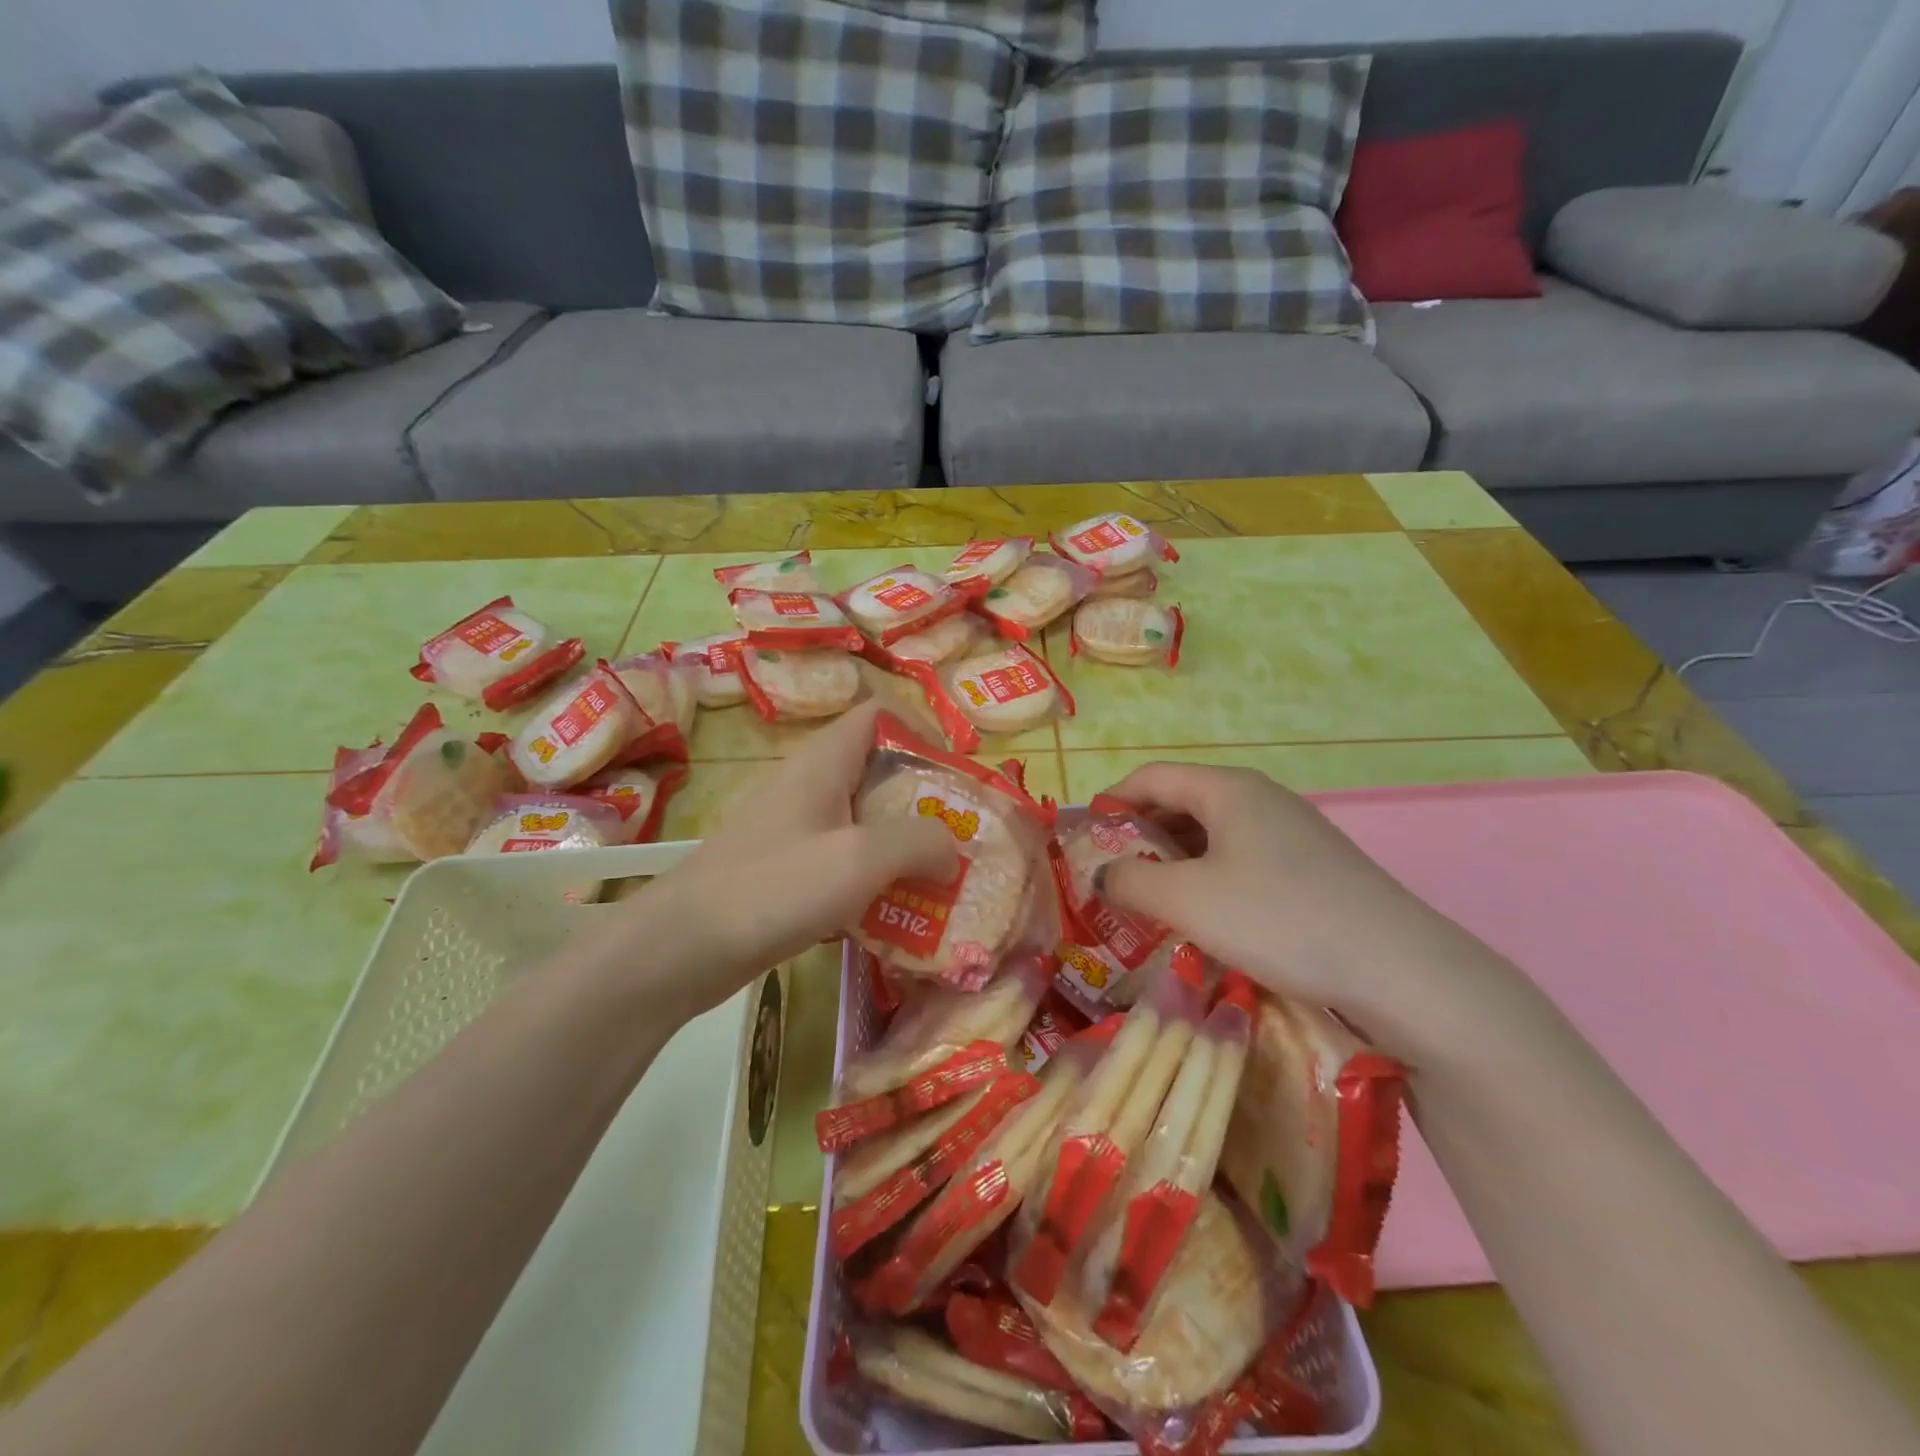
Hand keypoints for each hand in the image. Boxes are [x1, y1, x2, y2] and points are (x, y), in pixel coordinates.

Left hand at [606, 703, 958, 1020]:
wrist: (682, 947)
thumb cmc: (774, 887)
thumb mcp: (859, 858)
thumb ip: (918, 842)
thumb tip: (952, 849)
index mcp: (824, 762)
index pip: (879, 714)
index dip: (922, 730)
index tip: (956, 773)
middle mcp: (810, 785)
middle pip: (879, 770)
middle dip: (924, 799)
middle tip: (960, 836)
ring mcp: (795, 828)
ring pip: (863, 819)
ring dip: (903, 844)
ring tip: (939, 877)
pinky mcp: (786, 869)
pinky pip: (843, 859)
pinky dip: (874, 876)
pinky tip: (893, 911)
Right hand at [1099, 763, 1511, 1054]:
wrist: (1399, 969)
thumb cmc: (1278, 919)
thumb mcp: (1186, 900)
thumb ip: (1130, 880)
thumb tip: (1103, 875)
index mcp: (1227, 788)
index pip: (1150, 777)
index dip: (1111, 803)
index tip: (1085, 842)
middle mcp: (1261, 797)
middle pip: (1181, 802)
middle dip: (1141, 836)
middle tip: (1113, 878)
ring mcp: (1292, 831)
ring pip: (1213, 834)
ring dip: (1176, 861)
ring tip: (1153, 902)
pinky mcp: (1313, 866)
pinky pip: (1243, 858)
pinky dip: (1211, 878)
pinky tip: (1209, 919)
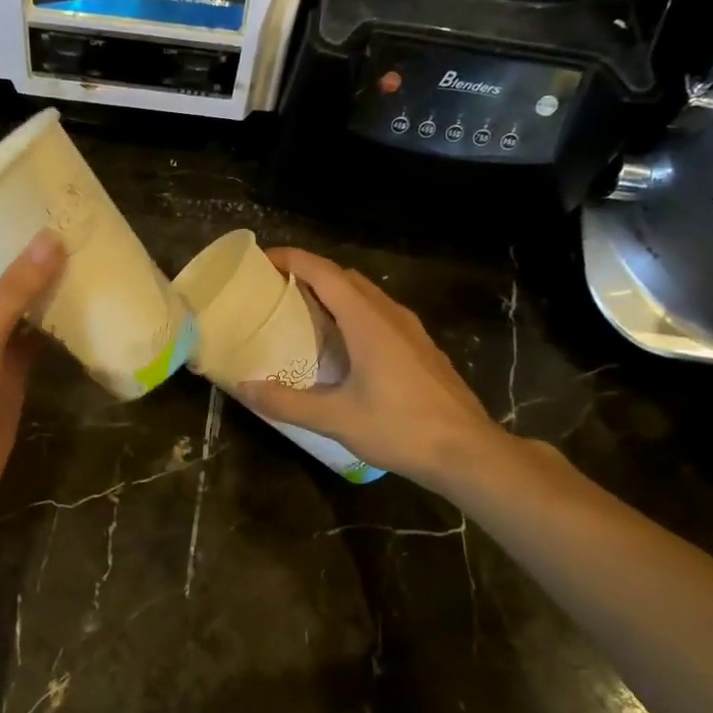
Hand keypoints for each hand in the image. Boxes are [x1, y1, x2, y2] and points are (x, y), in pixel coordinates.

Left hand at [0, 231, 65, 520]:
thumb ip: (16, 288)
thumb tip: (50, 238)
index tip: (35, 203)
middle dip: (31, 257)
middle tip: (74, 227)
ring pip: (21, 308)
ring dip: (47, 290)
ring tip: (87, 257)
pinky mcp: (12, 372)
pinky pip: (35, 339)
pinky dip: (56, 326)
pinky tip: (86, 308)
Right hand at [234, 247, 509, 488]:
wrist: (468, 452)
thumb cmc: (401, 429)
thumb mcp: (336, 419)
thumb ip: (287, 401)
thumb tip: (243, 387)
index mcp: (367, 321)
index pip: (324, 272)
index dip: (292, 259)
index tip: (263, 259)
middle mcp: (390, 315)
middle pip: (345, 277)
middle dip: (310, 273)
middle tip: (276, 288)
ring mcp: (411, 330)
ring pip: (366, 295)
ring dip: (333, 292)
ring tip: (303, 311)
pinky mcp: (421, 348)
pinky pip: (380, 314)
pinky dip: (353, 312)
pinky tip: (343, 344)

→ Work to be completed
Once the line containing "pinky mcp: (786, 869)" is found, it and every line through the end of the records above should be output exactly, with no pictures.

→ Response to the task
pinky mcp: (786, 869)
pinky pip: (843, 859)
pinky dip: (874, 876)
pinky tip: (893, 911)
Right hand at [1099, 763, 1511, 1054]:
wrist: (1399, 969)
thumb cmc: (1278, 919)
thumb mcp: (1186, 900)
thumb ip: (1130, 880)
thumb tip: (1103, 875)
index mcp: (1227, 788)
index pip: (1150, 777)
index dip: (1111, 803)
index tip: (1085, 842)
middle mcp: (1261, 797)
middle pip: (1181, 802)
middle dip: (1141, 836)
middle tip: (1113, 878)
ring mcp: (1292, 831)
ring pip: (1213, 834)
ring dip: (1176, 861)
ring tip: (1153, 902)
pinky mcp: (1313, 866)
pinky pip: (1243, 858)
pinky dip: (1211, 878)
pinky tip: (1209, 919)
Hand keypoints for each hand in the image. Boxes are [x1, y1, x2, y2] and points are (x, y), in pixel coordinates.

Left hand at [0, 231, 65, 520]:
thumb ip: (16, 288)
thumb tip: (50, 238)
index tip: (35, 203)
middle dip: (31, 257)
middle tip: (74, 227)
ring pip: (21, 308)
ring dip: (47, 290)
ring tip: (87, 257)
pinky mcp: (12, 372)
pinky pip: (35, 339)
pinky dip: (56, 326)
pinky tip: (86, 308)
Right hand at [234, 247, 509, 488]:
wrist: (468, 452)
thumb cmc: (401, 429)
thumb mcp: (336, 419)
thumb ip: (287, 401)
thumb tip: (243, 387)
index mcp: (367, 321)
index pip: (324, 272)
index dip: (292, 259)
index tip: (263, 259)
middle mcp: (390, 315)
middle pip: (345, 277)
middle dip: (310, 273)
middle tip: (276, 288)
ring mcp: (411, 330)
ring pip: (366, 295)
ring dip: (333, 292)
ring tip: (303, 311)
pinky mcp: (421, 348)
pinky pip: (380, 314)
pinky dip: (353, 312)
pinky tip: (343, 344)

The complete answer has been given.